Producers of TV shows and blockbusters
TV shows and big-budget movies are largely excluded from the current incentive program. That will change dramatically under the new system. About 60 percent of the $330 million pot will go to TV shows, with another 35 percent going to big-budget films. Only about 5 percent will be reserved for independent films. The reason? TV shows and big-budget movies are bigger job generators than independent movies, and job creation is the raison d'être of the new law.
Mike Gatto, Raul Bocanegra, Kevin De Leon, Eric Garcetti
Gatto and Bocanegra co-authored the bill and shepherded it through the Legislature. Both L.A. Democrats, they can honestly tell their constituents that they brought home the bacon for the hometown industry. De Leon, another L.A. Democrat, showed his clout by single-handedly eliminating the old lottery system and replacing it with a jobs-based selection process. And L.A. Mayor Eric Garcetti — while he was not in the room when the final deal was made — did rally support for the expansion and put a full-time "film czar" on the issue last year.

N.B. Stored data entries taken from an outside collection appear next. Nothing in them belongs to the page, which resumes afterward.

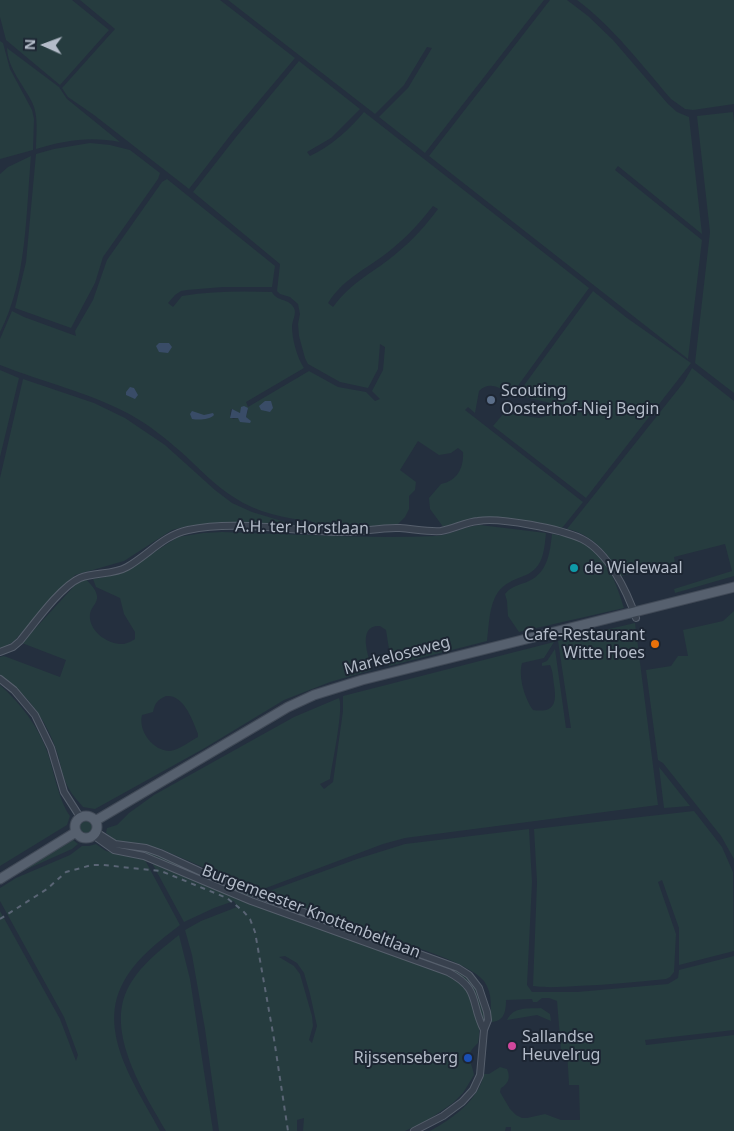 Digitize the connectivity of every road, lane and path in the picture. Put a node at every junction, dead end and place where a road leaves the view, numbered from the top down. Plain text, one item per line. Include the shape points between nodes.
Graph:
1 (734, 587) edge
2 (635, 616) junction
3 (0, 652) edge
4 (0, 679) edge
5 (80, 818) junction
6 (96, 821) junction
7 (76, 832) junction
8 (95, 834) junction
9 (0, 879) edge
10 (394, 944) junction
11 (391, 951) junction
12 (484, 1030) junction
13 (414, 1131) edge

1 - 2 main road, Markeloseweg
2 - 3 street, A.H. ter Horstlaan via 603,556 589,543 561,532 484,520 440,531 398,528 350,532 222,527 174,534 124,569 77,579 20,641
2 - 6 main road, Markeloseweg via 362,680 314,695 256,725
4 - 5 street via 35,715 51,748 64,792
5 - 6 main road via 88,816
5 - 7 main road
6 - 8 main road
7 - 8 main road via 85,838
7 - 9 main road
8 - 10 street, Burgemeester Knottenbeltlaan via 115,844 160,853 309,914
8 - 11 street, Burgemeester Knottenbeltlaan via 114,850 144,856 251,901
10 - 11 street
10 - 12 street, Burgemeester Knottenbeltlaan via 458,968 469,976 479,988 486,1005 488,1020
11 - 12 street, Burgemeester Knottenbeltlaan via 448,972 465,983 473,993
12 - 13 street, Burgemeester Knottenbeltlaan via 480,1076 473,1090 445,1114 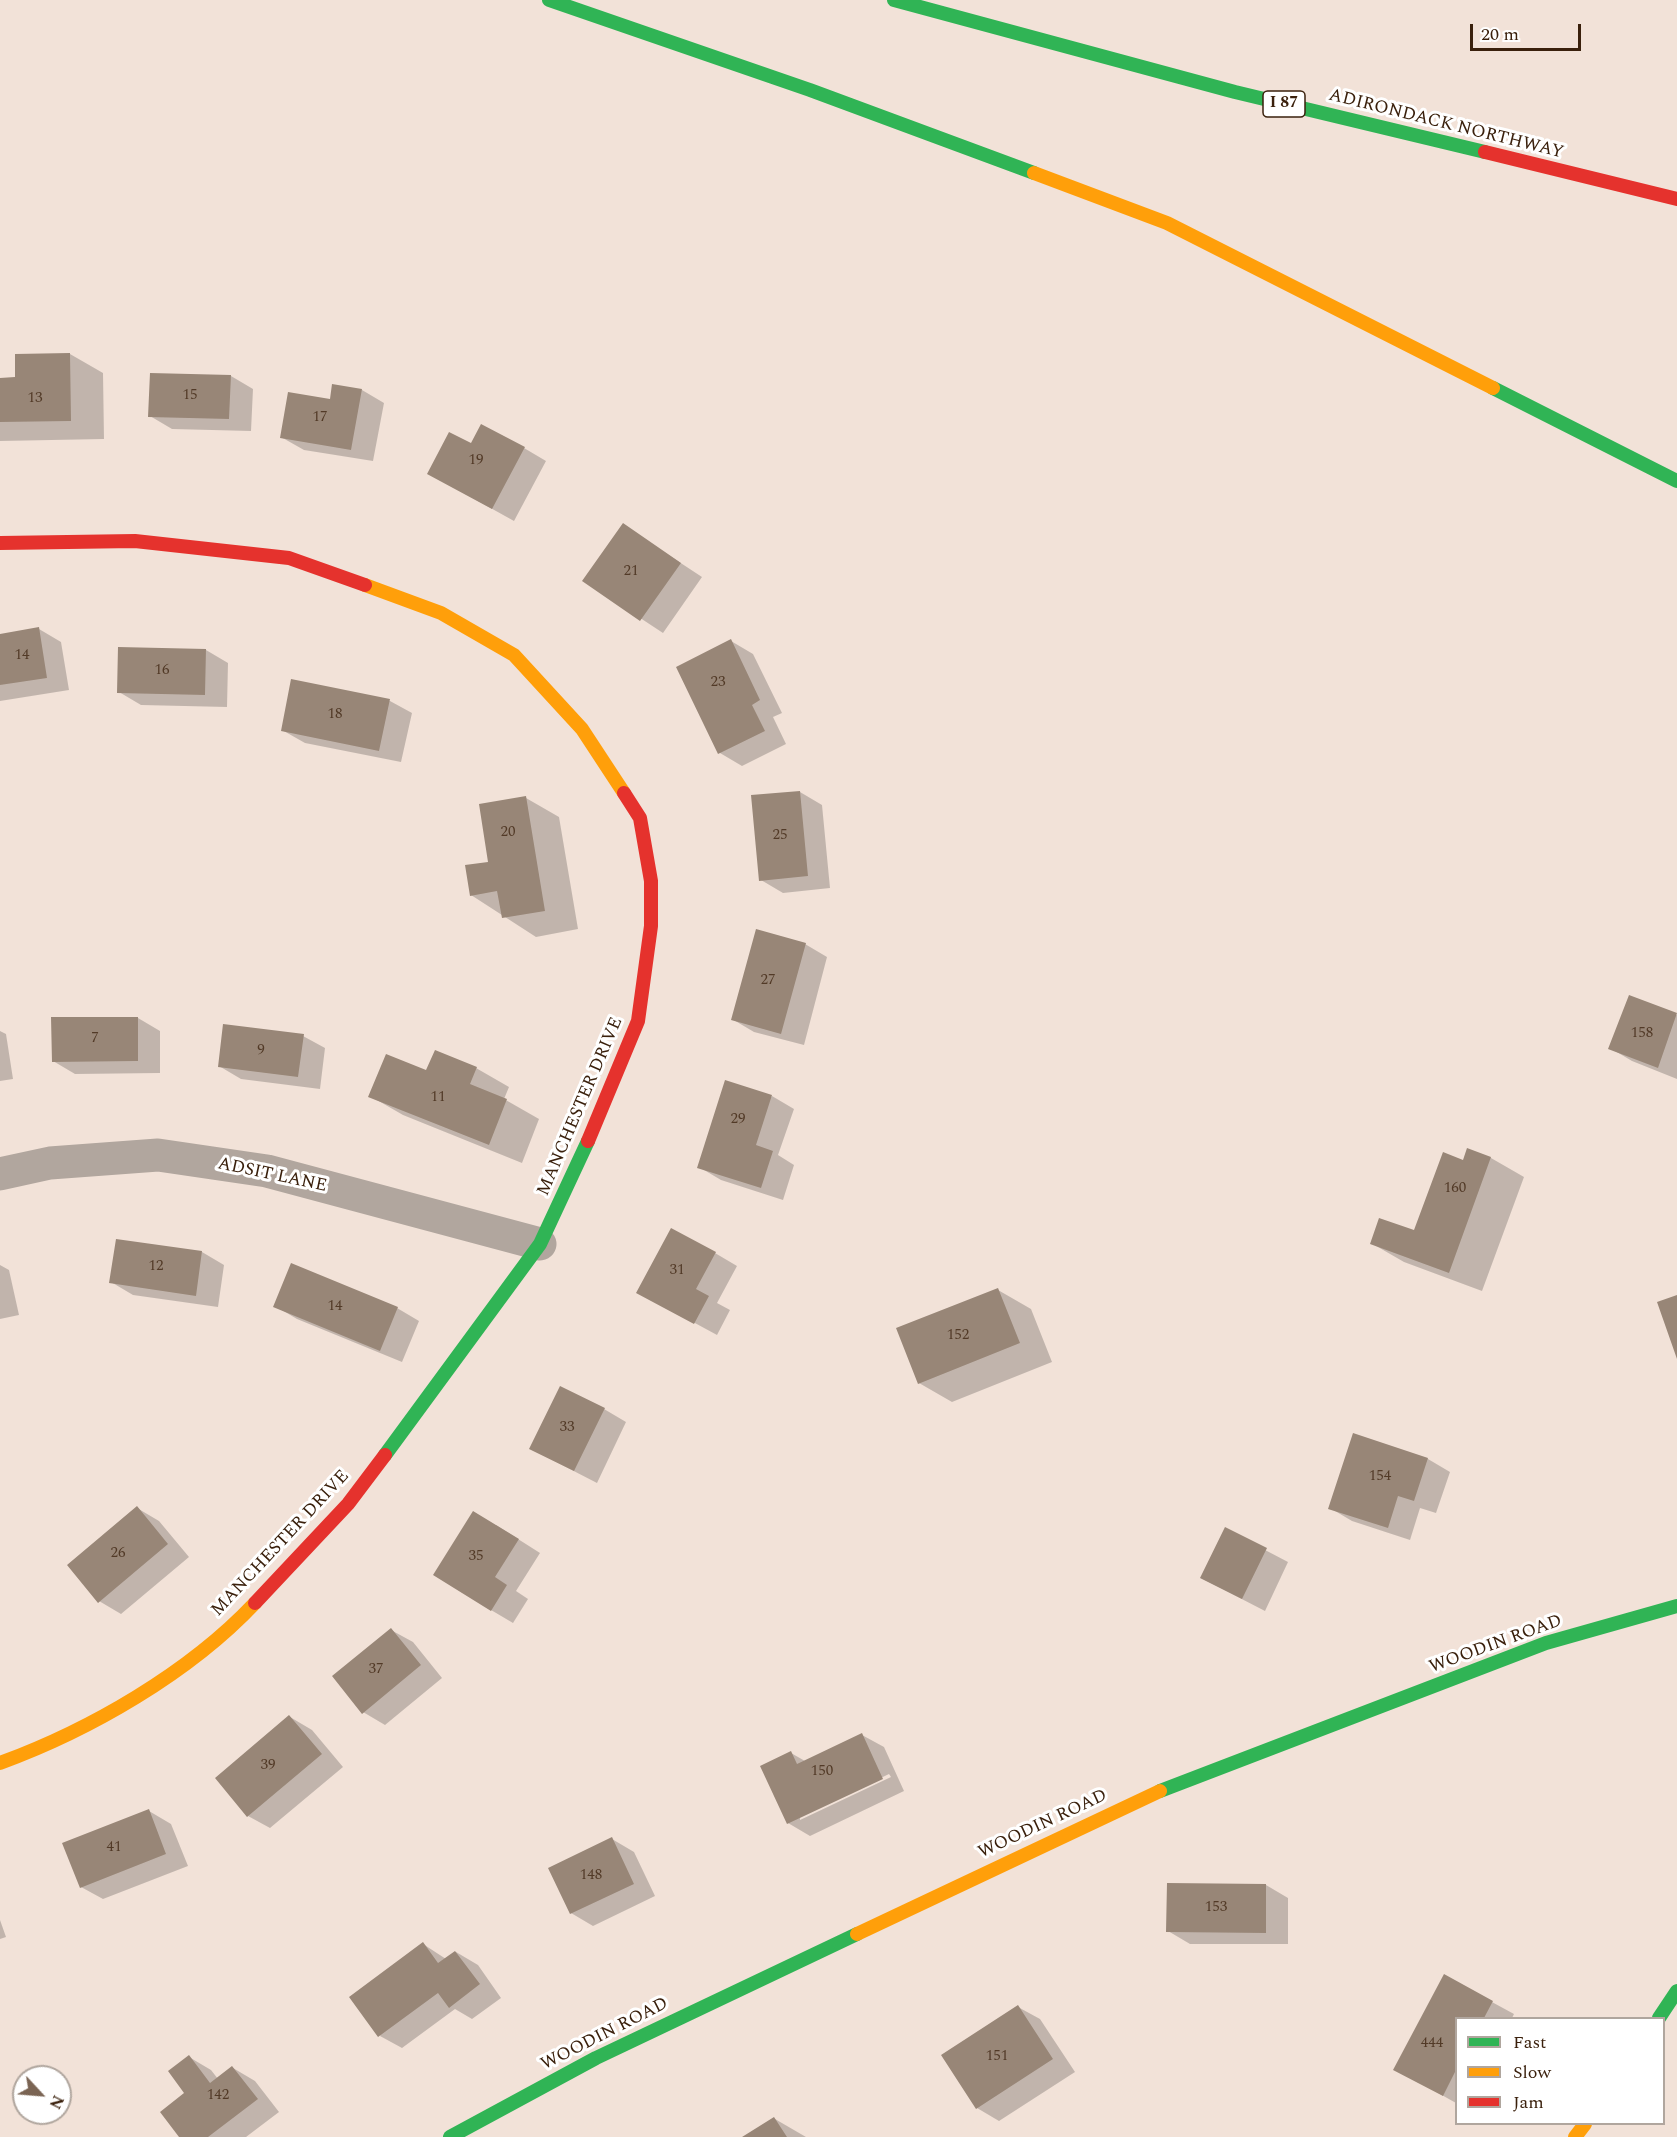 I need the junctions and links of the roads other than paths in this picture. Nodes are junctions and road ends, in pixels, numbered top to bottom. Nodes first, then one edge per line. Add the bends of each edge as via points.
1 (549, 0) edge
2 (894, 0) edge
3 (1677, 200) edge
4 (1677, 481) edge
5 (0, 543) edge
6 (0, 1174) edge
7 (540, 1244) junction
8 (1677, 1606) edge
9 (0, 1763) edge
10 (1677, 1991) edge
11 (1660, 2017) edge
12 (1584, 2125) edge
13 (450, 2137) edge
14 (1575, 2137) edge

1 - 4 main road via 810,90 1167,223
2 - 3 main road, ADIRONDACK NORTHWAY / I 87 via 1235,92
5 - 7 main road, MANCHESTER DRIVE via 135,541 289,558 441,613 514,655 582,729 640,818 651,880 651,926 638,1021 597,1123
6 - 7 street, ADSIT LANE via 50,1163 158,1155 267,1171
7 - 9 main road, MANCHESTER DRIVE via 348,1504 239,1620 153,1686 96,1721 41,1749
8 - 13 main road, WOODIN ROAD via 1546,1643 1140,1798 596,2058
10 - 11 main road
12 - 14 main road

Lobbyists, consultants, and California film commissioners
The tax credit expansion is a big win for the industry lobbyists who helped make it happen. It's not every day that the cash-strapped state of California hands out $330 million to profit-making enterprises. Beyond that, however, the legislation will replace the subsidy lottery with a process under which film productions must compete for state tax incentives based on their ability to create jobs. This will be good for the lobbyists and consultants who know how to win those sorts of competitions, and can market their services to film producers. The California Film Commission will have a lot of clout in setting up the system.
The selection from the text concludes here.